Recommended Reading Material

http://en.wikipedia.org/wiki/RAID
http://en.wikipedia.org/wiki/RAID_0#RAID_0

Overview

To recover a RAID 0 array (and therefore the lost data), the following steps must be taken:

1)      Determine the order of the physical disks in the array
2)      Determine the stripe size
3)      Back up relevant data in track 0 from all drives (such as the MBR, partition information, etc)
4)      Re-create the RAID 0 array with the correct settings
5)      Restore the MBR and partition information, therefore restoring the file system

Determine the order of the physical disks in the array

The first disk can be identified by an MBR that contains an entry resembling the original extent of the logical RAID disk. For example, if two identically-sized disks were used, then the end-sector of the MBR entry would be approximately twice the number of total sectors on a single disk. The other disks would contain MBRs with odd entries and can be ignored. If it is unclear or all values are nonsensical, the next step will help.
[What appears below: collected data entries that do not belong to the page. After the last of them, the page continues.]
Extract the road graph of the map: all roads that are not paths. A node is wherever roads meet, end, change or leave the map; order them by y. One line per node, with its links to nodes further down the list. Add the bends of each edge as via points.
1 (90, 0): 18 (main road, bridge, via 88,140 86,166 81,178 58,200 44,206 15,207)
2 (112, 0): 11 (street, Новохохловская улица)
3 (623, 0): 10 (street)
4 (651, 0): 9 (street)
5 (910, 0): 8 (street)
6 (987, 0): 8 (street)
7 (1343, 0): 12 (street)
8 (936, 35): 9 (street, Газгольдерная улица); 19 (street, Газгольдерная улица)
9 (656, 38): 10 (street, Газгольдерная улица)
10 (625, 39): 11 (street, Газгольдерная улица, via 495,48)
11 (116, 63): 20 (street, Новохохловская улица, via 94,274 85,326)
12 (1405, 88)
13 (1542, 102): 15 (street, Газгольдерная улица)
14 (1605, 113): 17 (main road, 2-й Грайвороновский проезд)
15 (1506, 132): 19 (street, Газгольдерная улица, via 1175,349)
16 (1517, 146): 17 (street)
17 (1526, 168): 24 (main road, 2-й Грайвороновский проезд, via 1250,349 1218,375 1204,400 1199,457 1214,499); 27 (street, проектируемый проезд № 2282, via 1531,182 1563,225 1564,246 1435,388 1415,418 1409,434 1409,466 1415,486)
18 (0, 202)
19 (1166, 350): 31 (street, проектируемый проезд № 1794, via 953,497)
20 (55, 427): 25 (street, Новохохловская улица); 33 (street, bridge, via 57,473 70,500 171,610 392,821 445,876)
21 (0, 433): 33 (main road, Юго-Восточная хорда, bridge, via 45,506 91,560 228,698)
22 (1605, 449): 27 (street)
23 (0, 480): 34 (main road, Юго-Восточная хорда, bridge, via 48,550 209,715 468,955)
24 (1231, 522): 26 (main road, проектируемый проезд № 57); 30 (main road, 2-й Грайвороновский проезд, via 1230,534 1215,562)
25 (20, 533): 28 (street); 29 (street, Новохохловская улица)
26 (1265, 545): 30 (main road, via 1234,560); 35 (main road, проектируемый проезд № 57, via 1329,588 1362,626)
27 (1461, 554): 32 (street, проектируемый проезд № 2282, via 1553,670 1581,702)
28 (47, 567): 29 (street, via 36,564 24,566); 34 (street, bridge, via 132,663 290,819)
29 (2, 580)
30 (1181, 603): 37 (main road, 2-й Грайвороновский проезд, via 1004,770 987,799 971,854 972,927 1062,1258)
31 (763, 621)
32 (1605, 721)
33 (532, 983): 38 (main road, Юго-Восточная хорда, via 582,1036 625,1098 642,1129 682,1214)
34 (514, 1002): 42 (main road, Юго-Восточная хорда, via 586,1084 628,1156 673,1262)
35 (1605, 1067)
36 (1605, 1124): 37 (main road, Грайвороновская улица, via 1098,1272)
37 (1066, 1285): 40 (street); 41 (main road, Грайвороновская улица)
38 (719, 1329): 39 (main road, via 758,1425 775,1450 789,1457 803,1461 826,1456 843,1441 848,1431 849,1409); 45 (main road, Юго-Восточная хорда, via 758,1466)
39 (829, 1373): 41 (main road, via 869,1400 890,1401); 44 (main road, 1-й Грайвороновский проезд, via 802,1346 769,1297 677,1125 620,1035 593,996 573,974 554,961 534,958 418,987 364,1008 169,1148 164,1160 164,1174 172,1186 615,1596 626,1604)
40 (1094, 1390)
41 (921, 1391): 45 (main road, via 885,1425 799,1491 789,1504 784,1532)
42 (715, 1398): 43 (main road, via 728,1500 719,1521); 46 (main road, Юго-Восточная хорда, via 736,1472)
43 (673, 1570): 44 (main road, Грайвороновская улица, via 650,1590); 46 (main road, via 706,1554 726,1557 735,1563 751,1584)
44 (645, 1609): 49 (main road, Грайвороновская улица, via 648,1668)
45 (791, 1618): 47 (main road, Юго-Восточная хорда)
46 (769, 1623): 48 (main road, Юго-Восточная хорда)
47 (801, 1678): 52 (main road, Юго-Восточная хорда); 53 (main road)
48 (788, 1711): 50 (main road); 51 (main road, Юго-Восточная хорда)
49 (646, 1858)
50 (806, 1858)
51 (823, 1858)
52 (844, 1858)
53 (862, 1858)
Here is an example of the human-readable values in the MBR from the recovered RAID array:

This calculation doesn’t make sense to me: isn’t #Total = (#Last - #First + 1)? Therefore I assume it should be 976768003 total physical sectors. Regardless, one must use the numbers seen in the NTFS partition information sector described later.

Determine the stripe size

The default stripe size for the Silicon Image RAID controller SiL3112 is 16KB (32 sectors) when a RAID 0 array is created in ‘Automatic’ mode. However if the stripe size is guessed incorrectly and the array is recreated, the data will not be contiguous and therefore appear corrupt and inaccessible – writing to the disk will then cause real corruption to the data.

One way to determine the stripe size is to compare the first 100 or so sectors of each disk to a single non-RAID disk with, for example, the sample operating system installed. This will be illustrated with NTFS and Windows XP:

Note: Physical Sector refers to the contiguous sectors on one physical disk. Logical Sector refers to a sector in the RAID 0 array, i.e. contained in the logical RAID disk. Data bytes are written in hexadecimal. An empty sector contains all zeros. I have not read the NTFS specification, so most of the following information I have inferred.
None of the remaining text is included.